Hi Rainer! Glad you enjoyed the post. I think you’ll really like reading the full thesis. It’s definitely a different approach to water safety. I started kayaking about the same time you did (in fact I believe I remember a class we were in together at Sniveler’s, isn’t that right?) and as I’ve said before for me it’s not just a safety thing it’s the fun factor of ocean rock garden swimming. And how one doesn’t worry about flipping when one expects and even looks forward to getting wet.

And no kidding about the PFD making it harder to swim (I’ve never tried swimming in a spray skirt but I can imagine the difficulties). I still have my doubts about wearing one but I do – most of the time. I only started wearing one when Eric did to protect himself from impact after his surgeries. His PFD had Kevlar plates that protected his chest and sides so it was ideal. Maybe one of these days I’ll reprint his “PFD – BFD” article. I think he probably got more flak for that than anything but it was hard to argue when you saw the kind of situations the Rangers were getting into. Thanks again for your comment!

Reply

Moulton Avery September 23, 2014 at 6:13 am

Reading this excellent advice and Rainier’s comment, I’m reminded of Jonathan Swift’s quote:
“When a true genius appears in the world, you may know him by this sign, that the dunces are all in confederacy against him.”
Eric was a trail-blazing pioneer and realist who refused to soft-peddle the hazards of sea kayaking.

Reply

Nancy Soares September 23, 2014 at 8:28 am

It’s great to hear from you, Moulton. Eric was such a good swimmer – it was a pleasure to watch him cruise around in creeks and rivers exploring the underwater environment. Partly because he started small as a boy in the riffles and rapids of our Northern California rivers he was fearless in ocean whitewater as well. I know most kayakers will probably think his emphasis on swimming skills is total overkill, but I believe people would have a lot more fun and be a lot more safe kayaking if they implemented even some of his ocean swimming regime. I don’t think you can overemphasize the usefulness of being able to swim comfortably in the same environment in which you paddle. Thank you for reading and commenting!

Reply

Tony Moore September 23, 2014 at 3:29 pm

As soon as I saw the term “survival swimming”, I immediately thought of my father, who taught me to swim the right way (underwater first, to avoid a fear of being underwater). “Survival swimming” was his mantra, and this attitude influenced me greatly as I eventually took up free diving, spearfishing, and finally kayaking. GREAT topic, Nancy, I can’t wait to see the other installments!
Moulton, I just loved your Jonathan Swift quote, how true it is!

Reply

Nancy Soares September 30, 2014 at 9:14 am

That’s interesting that your dad taught you underwater swimming first, Tony. What a great idea! After all, when you fall in the water what happens? Right off, you’re IN the water, as in submerged. Once you can handle that your swimming skills can really flower and bear fruit.

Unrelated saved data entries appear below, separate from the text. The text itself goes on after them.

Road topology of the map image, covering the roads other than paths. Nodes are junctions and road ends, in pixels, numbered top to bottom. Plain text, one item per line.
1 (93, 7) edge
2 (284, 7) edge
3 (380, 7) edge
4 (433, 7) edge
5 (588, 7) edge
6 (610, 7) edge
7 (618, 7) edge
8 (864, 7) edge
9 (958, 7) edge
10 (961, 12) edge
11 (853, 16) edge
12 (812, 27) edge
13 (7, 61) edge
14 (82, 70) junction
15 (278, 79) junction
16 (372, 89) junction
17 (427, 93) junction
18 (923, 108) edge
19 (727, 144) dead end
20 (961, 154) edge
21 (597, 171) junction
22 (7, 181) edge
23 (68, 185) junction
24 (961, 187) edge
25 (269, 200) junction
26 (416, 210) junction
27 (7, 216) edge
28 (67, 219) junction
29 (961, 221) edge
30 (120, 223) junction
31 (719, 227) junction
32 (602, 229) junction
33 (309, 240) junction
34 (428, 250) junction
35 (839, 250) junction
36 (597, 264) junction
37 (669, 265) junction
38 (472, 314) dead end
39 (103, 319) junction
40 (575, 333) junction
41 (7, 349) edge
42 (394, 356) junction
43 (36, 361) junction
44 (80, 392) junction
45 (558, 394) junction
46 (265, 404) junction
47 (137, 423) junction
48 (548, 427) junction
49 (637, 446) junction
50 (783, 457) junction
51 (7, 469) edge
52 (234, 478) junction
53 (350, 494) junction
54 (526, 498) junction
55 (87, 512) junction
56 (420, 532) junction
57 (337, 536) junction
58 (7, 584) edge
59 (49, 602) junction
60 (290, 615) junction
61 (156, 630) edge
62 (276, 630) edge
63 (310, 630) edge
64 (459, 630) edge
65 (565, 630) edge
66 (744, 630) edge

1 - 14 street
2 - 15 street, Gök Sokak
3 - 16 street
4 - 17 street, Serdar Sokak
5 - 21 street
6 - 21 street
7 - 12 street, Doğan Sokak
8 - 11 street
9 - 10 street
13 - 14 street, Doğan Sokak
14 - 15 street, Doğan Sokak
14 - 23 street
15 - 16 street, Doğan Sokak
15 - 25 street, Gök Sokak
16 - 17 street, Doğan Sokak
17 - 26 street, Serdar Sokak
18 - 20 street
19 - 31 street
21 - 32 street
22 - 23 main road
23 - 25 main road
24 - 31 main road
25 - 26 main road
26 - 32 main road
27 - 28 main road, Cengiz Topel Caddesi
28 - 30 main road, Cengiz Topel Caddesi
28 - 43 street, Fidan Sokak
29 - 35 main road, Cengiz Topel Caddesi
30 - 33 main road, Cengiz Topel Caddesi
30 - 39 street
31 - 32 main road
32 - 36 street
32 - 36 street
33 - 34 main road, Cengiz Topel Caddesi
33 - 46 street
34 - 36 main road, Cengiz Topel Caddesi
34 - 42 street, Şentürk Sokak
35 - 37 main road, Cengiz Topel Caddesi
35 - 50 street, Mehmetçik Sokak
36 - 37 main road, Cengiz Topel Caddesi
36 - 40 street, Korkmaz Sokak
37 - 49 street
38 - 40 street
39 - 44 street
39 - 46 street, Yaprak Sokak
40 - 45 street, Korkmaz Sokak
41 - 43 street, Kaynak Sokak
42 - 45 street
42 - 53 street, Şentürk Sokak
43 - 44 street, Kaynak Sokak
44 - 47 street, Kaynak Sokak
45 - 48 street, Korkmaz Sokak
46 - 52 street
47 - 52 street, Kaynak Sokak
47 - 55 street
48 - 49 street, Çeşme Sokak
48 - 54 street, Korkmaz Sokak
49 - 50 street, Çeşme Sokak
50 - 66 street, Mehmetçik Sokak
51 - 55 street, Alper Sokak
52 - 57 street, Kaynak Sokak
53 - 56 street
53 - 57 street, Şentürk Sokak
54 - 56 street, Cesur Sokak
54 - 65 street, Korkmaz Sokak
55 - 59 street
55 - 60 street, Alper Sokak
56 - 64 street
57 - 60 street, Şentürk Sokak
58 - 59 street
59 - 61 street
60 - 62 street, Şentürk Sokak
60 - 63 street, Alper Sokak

I’m glad you guys are happy with this topic. We’re going to take a quick break from it to talk about the Tsunami retreat next (another important topic!) but we’ll get right back to ocean survival swimming after that.

Reply

Sandie Richards December 24, 2014 at 1:01 am

Everyone should study something like this. I could’ve used it a couple years ago when I was kayaking Belize. Having the tide go crazy on you when your kayak is nowhere in sight is not a fun experience, let me tell you.

Reply

Nancy Soares December 27, 2014 at 1:29 pm

Sandie, thanks for your comment. Yep, strong tides can wreak havoc with even the best swimmers. I’d be interested to hear your story if you’d like to share it with us.

Reply

Ted Fischer December 26, 2014 at 6:33 pm

Kayaking, waveskiing, surfing, eventually you will be swimming. Your leash might break or you lose grip on your paddle leash. You should understand the currents where you are and how to get in safely. All water sports will involve swimming if something goes wrong and it will.

Reply

Nancy Soares December 27, 2014 at 1:37 pm

You’re absolutely right, Ted. You WILL be swimming sooner or later if you participate in water sports. And why not, after all? The main thing is as you say to be prepared to swim and take that into account every time you go out.